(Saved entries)
---
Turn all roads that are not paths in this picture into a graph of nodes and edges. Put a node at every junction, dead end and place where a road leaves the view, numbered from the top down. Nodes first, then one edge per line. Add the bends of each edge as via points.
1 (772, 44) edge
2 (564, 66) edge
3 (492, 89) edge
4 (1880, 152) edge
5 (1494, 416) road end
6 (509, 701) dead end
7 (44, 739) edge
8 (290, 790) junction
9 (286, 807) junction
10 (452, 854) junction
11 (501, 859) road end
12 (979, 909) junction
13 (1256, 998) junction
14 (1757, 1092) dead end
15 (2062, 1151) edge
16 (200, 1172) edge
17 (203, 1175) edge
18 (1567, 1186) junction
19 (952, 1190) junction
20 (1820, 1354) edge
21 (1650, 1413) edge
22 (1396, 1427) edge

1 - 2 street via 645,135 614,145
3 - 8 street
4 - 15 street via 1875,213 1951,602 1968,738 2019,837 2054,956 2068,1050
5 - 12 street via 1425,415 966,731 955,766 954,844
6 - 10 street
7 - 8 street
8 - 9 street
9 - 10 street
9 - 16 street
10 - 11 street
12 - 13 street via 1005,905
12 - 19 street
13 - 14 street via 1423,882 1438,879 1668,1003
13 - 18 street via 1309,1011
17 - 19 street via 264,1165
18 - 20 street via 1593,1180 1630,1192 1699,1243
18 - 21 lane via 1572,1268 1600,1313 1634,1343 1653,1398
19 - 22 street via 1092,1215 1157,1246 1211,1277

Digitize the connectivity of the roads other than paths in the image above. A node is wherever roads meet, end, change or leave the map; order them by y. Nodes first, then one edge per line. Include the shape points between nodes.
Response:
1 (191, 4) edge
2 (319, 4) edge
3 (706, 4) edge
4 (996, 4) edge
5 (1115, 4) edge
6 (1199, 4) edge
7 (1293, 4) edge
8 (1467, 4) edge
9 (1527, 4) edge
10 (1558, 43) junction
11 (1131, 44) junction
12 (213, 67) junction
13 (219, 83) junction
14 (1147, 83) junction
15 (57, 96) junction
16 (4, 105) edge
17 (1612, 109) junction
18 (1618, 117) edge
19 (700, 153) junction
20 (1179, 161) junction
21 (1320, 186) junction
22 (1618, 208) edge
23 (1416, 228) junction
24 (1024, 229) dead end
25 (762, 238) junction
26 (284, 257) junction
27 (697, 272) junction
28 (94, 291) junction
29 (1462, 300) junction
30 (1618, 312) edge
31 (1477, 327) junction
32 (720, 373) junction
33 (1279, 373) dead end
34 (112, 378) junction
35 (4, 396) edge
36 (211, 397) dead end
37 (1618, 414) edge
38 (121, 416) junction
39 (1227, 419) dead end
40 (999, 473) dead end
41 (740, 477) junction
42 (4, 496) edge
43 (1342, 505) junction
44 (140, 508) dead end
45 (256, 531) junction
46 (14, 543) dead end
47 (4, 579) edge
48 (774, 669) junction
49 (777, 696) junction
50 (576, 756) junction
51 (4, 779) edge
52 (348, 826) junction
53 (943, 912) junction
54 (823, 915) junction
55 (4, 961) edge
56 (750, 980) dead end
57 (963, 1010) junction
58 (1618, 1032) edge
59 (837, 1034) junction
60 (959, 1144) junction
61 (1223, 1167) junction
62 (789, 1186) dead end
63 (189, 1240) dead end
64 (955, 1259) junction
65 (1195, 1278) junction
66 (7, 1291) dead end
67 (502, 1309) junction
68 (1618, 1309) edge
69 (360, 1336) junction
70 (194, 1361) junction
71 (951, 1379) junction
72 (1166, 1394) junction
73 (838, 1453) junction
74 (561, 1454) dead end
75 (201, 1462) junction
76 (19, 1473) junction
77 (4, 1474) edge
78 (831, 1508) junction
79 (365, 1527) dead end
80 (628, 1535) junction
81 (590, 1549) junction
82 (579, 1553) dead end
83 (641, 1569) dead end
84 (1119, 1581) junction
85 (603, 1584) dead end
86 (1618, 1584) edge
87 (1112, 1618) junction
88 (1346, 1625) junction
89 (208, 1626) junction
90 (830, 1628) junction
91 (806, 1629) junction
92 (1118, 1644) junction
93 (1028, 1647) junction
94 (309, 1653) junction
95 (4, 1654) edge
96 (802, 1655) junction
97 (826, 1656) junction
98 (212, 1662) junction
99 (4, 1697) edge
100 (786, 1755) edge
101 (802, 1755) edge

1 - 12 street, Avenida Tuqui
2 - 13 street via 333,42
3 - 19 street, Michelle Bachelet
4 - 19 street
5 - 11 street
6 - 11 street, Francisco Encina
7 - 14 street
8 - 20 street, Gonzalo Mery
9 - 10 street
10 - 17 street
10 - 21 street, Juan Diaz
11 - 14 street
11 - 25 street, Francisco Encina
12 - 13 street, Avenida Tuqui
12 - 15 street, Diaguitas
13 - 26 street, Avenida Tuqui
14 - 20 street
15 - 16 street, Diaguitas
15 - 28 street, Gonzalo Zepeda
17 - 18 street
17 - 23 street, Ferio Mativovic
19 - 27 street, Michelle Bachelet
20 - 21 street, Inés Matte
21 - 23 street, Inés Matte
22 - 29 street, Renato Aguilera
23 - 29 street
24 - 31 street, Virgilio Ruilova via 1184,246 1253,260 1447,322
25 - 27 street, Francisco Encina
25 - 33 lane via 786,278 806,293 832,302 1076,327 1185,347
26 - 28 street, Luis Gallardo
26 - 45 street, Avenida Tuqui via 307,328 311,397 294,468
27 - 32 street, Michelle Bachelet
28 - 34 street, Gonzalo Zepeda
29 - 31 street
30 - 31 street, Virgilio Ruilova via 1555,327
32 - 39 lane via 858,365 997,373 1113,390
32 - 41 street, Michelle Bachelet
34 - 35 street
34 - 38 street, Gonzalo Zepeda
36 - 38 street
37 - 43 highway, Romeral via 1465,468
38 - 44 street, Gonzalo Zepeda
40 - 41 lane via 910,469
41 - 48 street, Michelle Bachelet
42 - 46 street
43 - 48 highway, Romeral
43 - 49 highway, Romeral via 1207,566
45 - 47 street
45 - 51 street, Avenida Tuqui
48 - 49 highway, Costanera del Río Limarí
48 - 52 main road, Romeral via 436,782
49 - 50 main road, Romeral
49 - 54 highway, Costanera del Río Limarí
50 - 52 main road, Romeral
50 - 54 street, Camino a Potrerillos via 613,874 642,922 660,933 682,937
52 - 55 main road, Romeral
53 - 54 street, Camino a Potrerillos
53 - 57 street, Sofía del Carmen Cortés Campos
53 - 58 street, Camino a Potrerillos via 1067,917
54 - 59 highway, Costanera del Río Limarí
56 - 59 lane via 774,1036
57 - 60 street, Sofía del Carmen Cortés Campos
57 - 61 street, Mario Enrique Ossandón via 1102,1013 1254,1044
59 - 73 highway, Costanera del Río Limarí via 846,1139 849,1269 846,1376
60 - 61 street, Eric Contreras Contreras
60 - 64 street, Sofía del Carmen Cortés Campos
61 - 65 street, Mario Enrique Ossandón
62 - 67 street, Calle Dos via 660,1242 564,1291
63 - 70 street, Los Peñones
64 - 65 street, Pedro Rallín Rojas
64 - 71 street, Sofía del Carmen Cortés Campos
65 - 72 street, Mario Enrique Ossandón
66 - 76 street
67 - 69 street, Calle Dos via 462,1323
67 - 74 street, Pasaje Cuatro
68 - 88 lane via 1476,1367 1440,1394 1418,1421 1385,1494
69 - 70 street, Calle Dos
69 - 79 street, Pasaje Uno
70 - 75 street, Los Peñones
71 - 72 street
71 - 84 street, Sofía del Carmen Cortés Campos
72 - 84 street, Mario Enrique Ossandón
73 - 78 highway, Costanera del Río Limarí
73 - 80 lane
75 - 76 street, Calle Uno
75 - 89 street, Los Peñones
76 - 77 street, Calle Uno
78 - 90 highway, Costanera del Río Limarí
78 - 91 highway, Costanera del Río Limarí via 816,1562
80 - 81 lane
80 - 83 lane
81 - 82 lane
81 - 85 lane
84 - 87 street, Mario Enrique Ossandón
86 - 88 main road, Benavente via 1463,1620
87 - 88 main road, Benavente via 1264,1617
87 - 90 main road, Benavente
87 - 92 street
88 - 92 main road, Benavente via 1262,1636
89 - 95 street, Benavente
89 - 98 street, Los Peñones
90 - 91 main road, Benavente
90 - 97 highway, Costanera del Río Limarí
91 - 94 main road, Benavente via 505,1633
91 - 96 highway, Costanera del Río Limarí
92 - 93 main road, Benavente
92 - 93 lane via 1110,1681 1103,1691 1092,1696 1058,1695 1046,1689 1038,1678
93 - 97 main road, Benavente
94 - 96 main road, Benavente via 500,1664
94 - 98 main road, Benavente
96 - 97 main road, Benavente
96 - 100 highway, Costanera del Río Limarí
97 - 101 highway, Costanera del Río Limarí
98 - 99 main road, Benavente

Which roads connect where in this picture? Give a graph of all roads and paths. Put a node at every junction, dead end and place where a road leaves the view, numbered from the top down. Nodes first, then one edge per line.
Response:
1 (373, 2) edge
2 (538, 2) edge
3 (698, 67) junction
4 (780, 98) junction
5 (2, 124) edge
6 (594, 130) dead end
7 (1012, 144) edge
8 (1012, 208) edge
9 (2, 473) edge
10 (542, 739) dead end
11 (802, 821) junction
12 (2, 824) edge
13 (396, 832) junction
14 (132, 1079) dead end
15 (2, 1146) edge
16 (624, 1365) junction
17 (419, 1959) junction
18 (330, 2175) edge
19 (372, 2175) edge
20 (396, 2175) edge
---
Filter the data, keeping only the lines that contain "Tuqui".

1 - 12 street, Avenida Tuqui
12 - 13 street, Avenida Tuqui
13 - 26 street, Avenida Tuqui
26 - 45 street, Avenida Tuqui via 307,328 311,397 294,468
45 - 51 street, Avenida Tuqui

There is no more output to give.